Adding two integers in `Python` is pretty intuitive.

In [11]:
3 + 5


8

In `Python`, textual data is handled using
*strings*. For instance, `"hello"` and
`'hello'`
are strings. 
We can concatenate them using the addition `+` symbol.

In [12]:
"hello" + " " + "world"


'hello world'

A string is actually a type of *sequence*: this is a generic term for an ordered list. 
The four most important types of sequences are: lists, tuples, dictionaries and strings.  

We introduce lists now. 

The following command instructs `Python` to join together
the numbers 3, 4, and 5, and to save them as a
*list* named `x`. When we
type `x`, it gives us back the list.

In [13]:
x = [3, 4, 5]
x


[3, 4, 5]

Note that we used the brackets
`[]` to construct this list. 

We will often want to add two sets of numbers together.
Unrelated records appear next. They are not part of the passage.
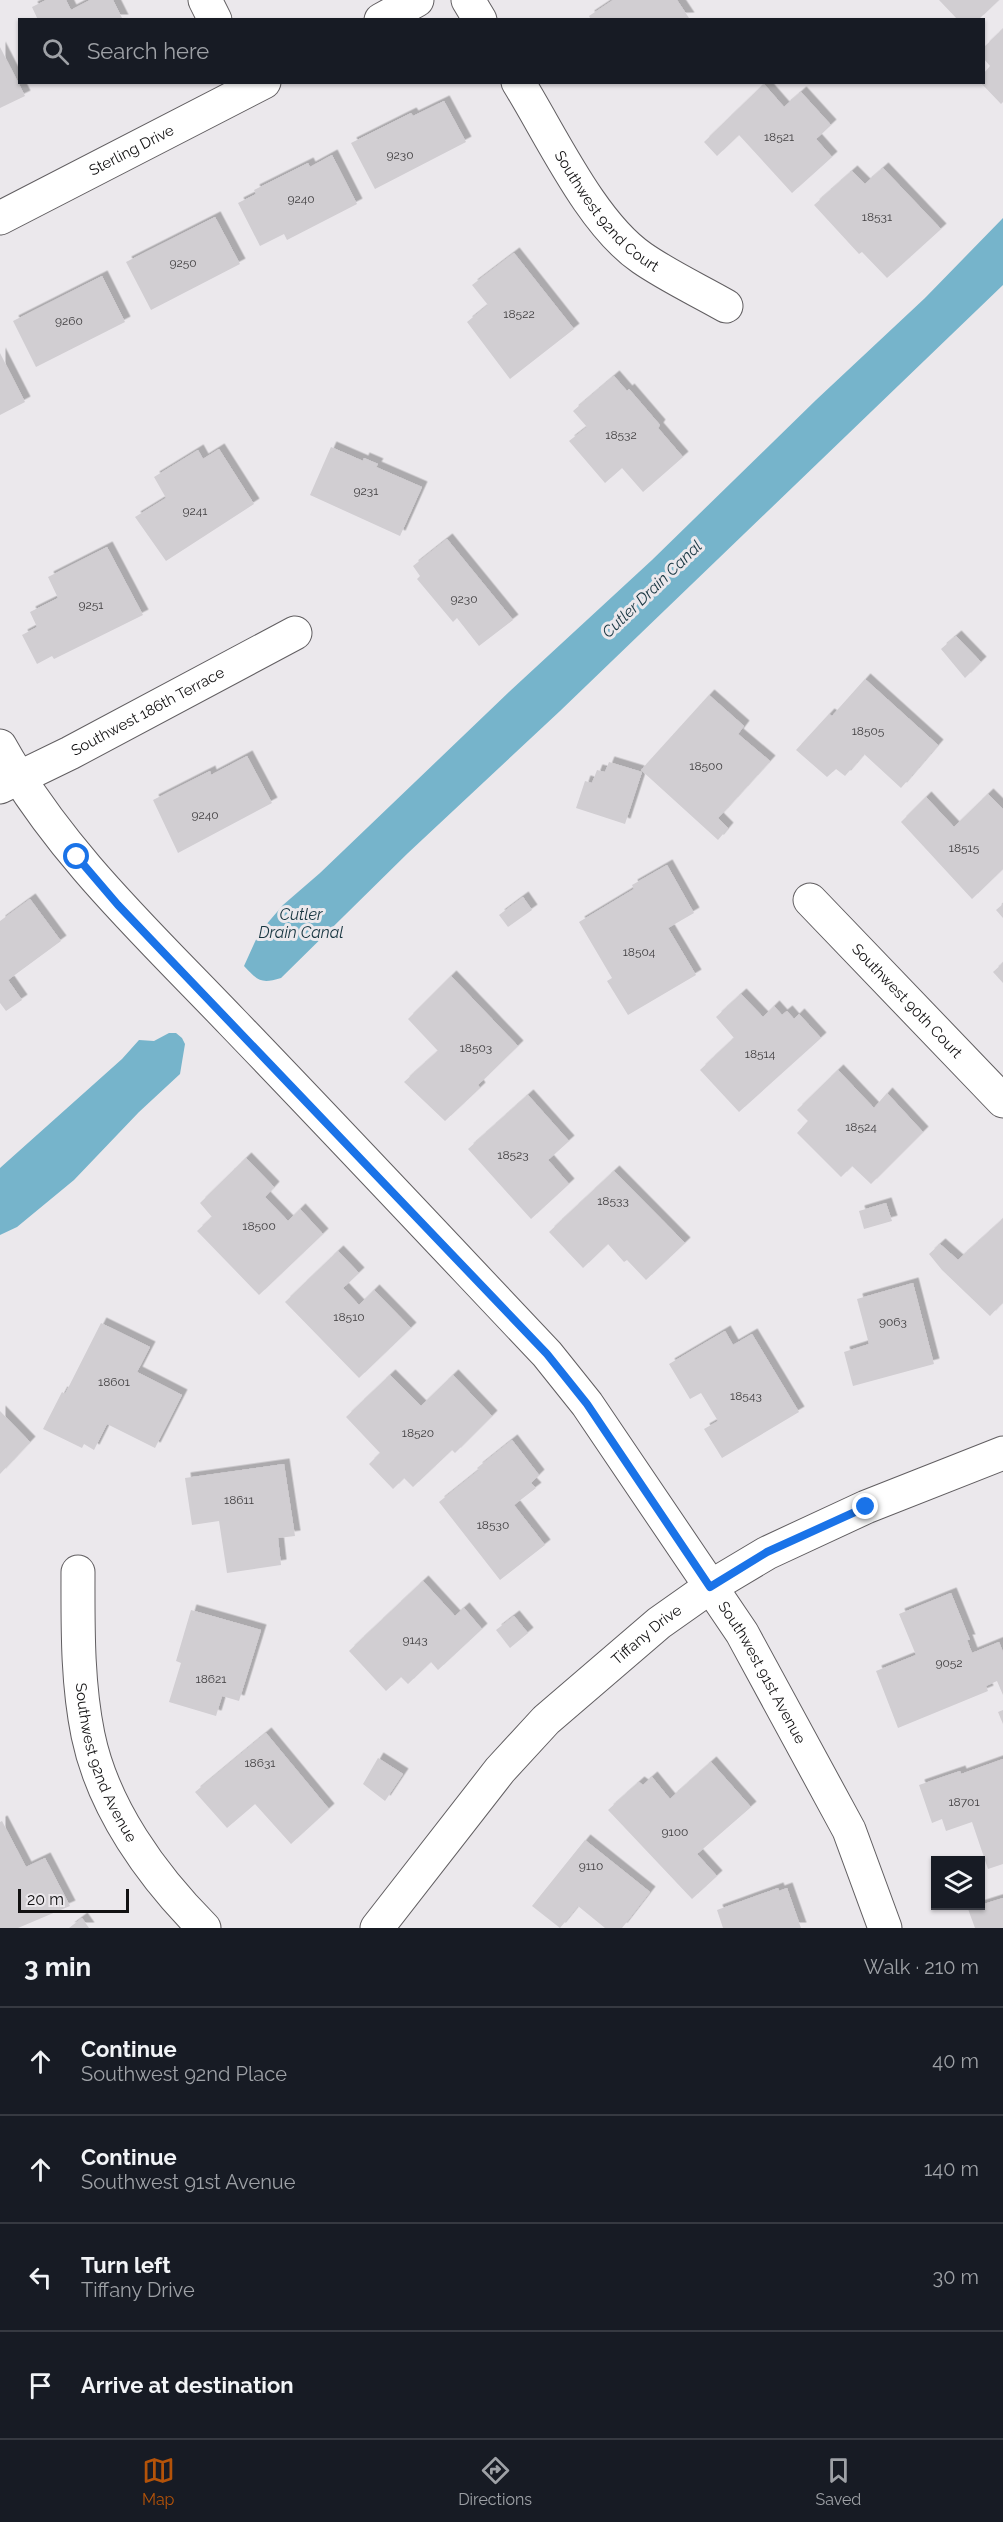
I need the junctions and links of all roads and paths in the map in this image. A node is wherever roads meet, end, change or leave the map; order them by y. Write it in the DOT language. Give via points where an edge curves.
graph roads {
  1 [pos="205,0"];
  2 [pos="417,0"];
  3 [pos="468,0"];
  4 [pos="214,18"];
  5 [pos="385,18"];
  6 [pos="479,18"];
  7 [pos="519,84"];
  8 [pos="255,85"];
  9 [pos="0,218"];
  10 [pos="726,306"];
  11 [pos="295,633"];
  12 [pos="0,746"];
  13 [pos="9,783"];
  14 [pos="810,900"];
  15 [pos="1003,1101"];
  16 [pos="1003,1454"];
  17 [pos="78,1572"];
  18 [pos="710,1587"];
  19 [pos="204,1928"];
  20 [pos="377,1928"];
  21 [pos="885,1928"];
  1 -- 4 [label="street"];
  2 -- 5 [label="street"];
  3 -- 6 [label="street"];
  7 -- 10 [label="street, Southwest 92nd Court" via="609,226 641,257"];
  8 -- 9 [label="street, Sterling Drive"];
  11 -- 13 [label="street, Southwest 186th Terrace"];
  12 -- 13 [label="street, Southwest 91st Avenue"];
  13 -- 18 [label="street, Southwest 91st Avenue" via="45,816 118,905 547,1354 587,1404"];
  14 -- 15 [label="street, Southwest 90th Court"];
  16 -- 18 [label="street, Tiffany Drive" via="856,1511 767,1552"];
  17 -- 19 [label="street, Southwest 92nd Avenue" via="82,1696 99,1774 137,1847"];
  18 -- 20 [label="street, Tiffany Drive" via="659,1623 546,1720 500,1770"];
  18 -- 21 [label="street, Southwest 91st Avenue" via="742,1634 824,1780 849,1830"];
}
It is reasonable to try the following code,
though it will not produce the desired results.

In [14]:
y = [4, 9, 7]
x + y


[3, 4, 5, 4, 9, 7]

The result may appear slightly counterintuitive: why did `Python` not add the entries of the lists
element-by-element? 
 In `Python`, lists hold *arbitrary* objects, and  are added using  *concatenation*. 
 In fact, concatenation is the behavior that we saw earlier when we entered `"hello" + " " + "world"`. 
 

Much of `Python`'s  data-specific
functionality comes from other packages, notably `numpy`
and `pandas`. 
We will discuss these packages later.


## For Loops
A `for` loop is a standard tool in many languages that
repeatedly evaluates some chunk of code while
varying different values inside the code.
For example, suppose we loop over elements of a list and compute their sum.

In [15]:
total = 0
for value in [3,2,19]:
    total += value
print(f'Total is: {total}')


Total is: 24


The indented code beneath the line with the `for` statement is run
for each value in the sequence
specified in the `for` statement. The loop ends either
when the cell ends or when code is indented at the same level
as the original `for` statement.
We see that the final line above which prints the total is executed
only once after the for loop has terminated. Loops
can be nested by additional indentation.

In [16]:
total = 0
for value in [2,3,19]:
    for weight in [3, 2, 1]:
        total += value * weight
print(f'Total is: {total}')

Total is: 144


Above, we summed over each combination of `value` and `weight`.
We also took advantage of the *increment* notation
in `Python`: the expression `a += b` is equivalent
to `a = a + b`. Besides
being a convenient notation, this can save time in computationally
heavy tasks in which the intermediate value of `a+b` need not
be explicitly created.

Perhaps a more
common task would be to sum over `(value, weight)` pairs. For instance,
to compute the average value of a random variable that takes on
possible values 2, 3 or 19 with probability 0.2, 0.3, 0.5 respectively
we would compute the weighted sum. Tasks such as this
can often be accomplished using the `zip()`  function that
loops over a sequence of tuples.

In [17]:
total = 0
for value, weight in zip([2,3,19],
                         [0.2,0.3,0.5]):
    total += weight * value
print(f'Weighted average is: {total}')


Weighted average is: 10.8


### String Formatting
In the code chunk above we printed a string
displaying the total. However, the object `total`
is an  integer and not a string.
Inserting the value of something into
a string is a common task, made
simple using
some of the powerful string formatting
tools in `Python`.
Many data cleaning tasks involve
manipulating and producing strings.

For example we may want to loop over the columns of a data frame and
print the percent missing in each column.
Let’s create a data frame `D` with columns in which 20% of the entries are missing i.e. set
to `np.nan`.  We’ll create the
values in `D` from a normal distribution with mean 0 and variance 1 using `rng.standard_normal()`
and then overwrite some random entries using `rng.choice()`.

In [8]:
import numpy as np
import pandas as pd

rng = np.random.default_rng(1)
A = rng.standard_normal((127, 5))
M = rng.choice([0, np.nan], p=[0.8,0.2], size=A.shape)
A += M
D = pd.DataFrame(A, columns=['food',
                             'bar',
                             'pickle',
                             'snack',
                             'popcorn'])
D[:3]


ModuleNotFoundError: No module named 'pandas'

In [None]:
for col in D.columns:
    miss = np.isnan(D[col]).mean()
    print(f'Column {col} has {miss:.2%} missing values')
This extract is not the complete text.